By Benjamin Haslem
Another example of poor crisis management has come across my desk.
Health authorities in the Australian State of Queensland are investigating an outbreak of food poisoning that may have contributed to a woman's death and sickened 220 others.
The food poisoning apparently affected people who had attended up to 40 different Melbourne Cup events on 5 November. Sadly a 77-year-old woman has died.
The food was provided to each event by catering firm Piccalilli Catering, and was probably caused by eggs used to make mayonnaise.
The outbreak received blanket media coverage, particularly in Queensland.
For Piccalilli this is potentially disastrous for its business.
To the company's credit, it issued a media statement within hours, posting it on front page of the company website.
On first blush, it seems the company has followed good crisis management practice.

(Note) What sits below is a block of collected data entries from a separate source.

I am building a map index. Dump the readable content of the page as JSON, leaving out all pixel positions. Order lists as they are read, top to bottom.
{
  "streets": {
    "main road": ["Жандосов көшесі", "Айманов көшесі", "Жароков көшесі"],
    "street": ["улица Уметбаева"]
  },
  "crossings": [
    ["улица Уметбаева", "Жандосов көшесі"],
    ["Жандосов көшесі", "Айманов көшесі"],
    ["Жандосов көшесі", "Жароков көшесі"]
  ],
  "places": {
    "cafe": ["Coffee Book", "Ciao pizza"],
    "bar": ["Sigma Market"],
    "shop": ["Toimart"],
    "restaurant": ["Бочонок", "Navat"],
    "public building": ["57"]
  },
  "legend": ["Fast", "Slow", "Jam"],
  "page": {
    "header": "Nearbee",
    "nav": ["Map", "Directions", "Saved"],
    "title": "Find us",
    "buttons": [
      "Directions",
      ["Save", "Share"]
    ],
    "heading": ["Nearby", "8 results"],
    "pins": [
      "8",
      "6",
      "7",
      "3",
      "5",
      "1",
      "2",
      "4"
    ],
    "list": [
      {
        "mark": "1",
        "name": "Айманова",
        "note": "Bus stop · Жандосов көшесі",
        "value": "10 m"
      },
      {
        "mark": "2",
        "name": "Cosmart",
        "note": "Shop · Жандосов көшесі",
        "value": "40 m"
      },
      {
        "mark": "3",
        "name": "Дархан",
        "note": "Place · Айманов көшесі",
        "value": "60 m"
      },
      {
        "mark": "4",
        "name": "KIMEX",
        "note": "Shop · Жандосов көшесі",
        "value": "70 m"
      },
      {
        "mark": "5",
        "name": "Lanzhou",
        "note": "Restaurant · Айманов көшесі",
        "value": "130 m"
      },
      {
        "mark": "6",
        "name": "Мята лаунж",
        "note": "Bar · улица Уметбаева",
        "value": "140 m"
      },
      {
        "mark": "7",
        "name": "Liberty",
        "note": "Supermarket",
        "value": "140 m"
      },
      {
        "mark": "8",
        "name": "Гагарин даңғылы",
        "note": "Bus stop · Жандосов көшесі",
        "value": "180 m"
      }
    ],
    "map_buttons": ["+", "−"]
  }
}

It accepts the likelihood its mayonnaise was to blame; explains the eggs in question were sourced from a previously reliable supplier and emphasises its "deeply upset and distressed by this outcome".

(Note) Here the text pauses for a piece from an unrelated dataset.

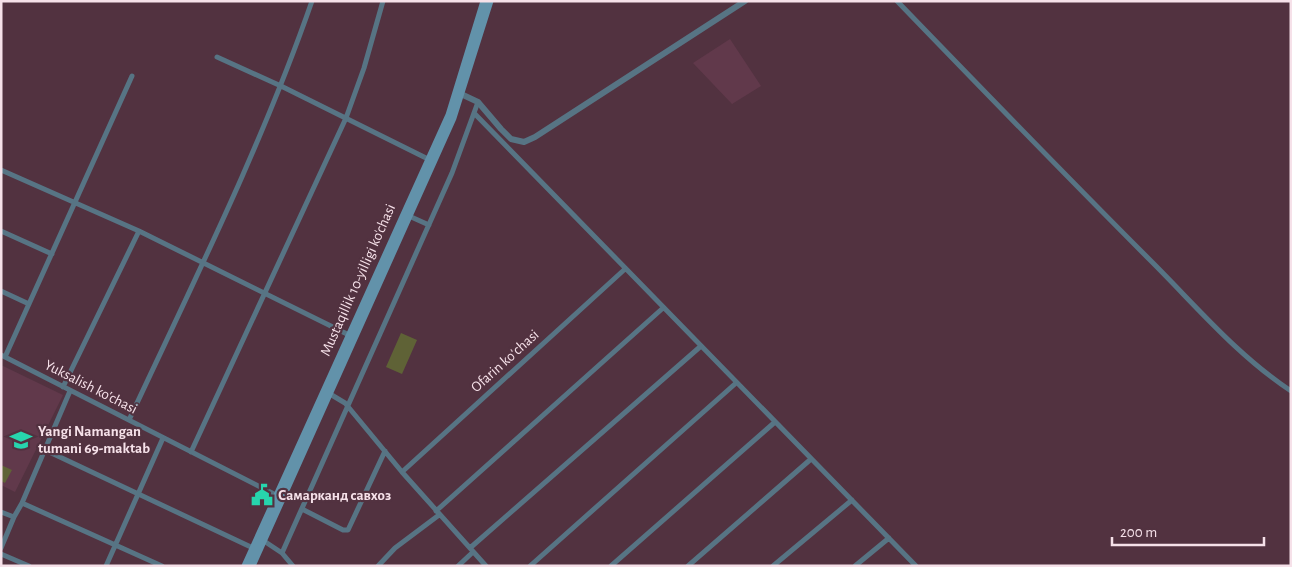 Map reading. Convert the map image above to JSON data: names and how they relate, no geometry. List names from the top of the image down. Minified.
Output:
{"streets":{"main road":["Mustaqillik 10-yilligi ko'chasi"],"street":["Ofarin koʻchasi","Yuksalish ko'chasi"]},"crossings":[["Mustaqillik 10-yilligi ko'chasi","Yuksalish ko'chasi"]],"places":{"school or university":["Yangi Namangan tumani 69-maktab"],"public building":["Самарканд савхоз"]},"scale_bar":"200 m"}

But on closer inspection there's a key word missing from the statement: Sorry.
After shifting the blame to the unnamed supplier - there's nothing wrong with that - the company then makes this extraordinary claim: "It is of some comfort to know that there has not been a breakdown in our own quality systems".
Sorry Piccalilli, you can't poison 220 people and then claim your quality systems haven't broken down.
Leave the line out and say sorry (though I suspect every PR's best friend - the lawyer - could be behind the lack of an apology).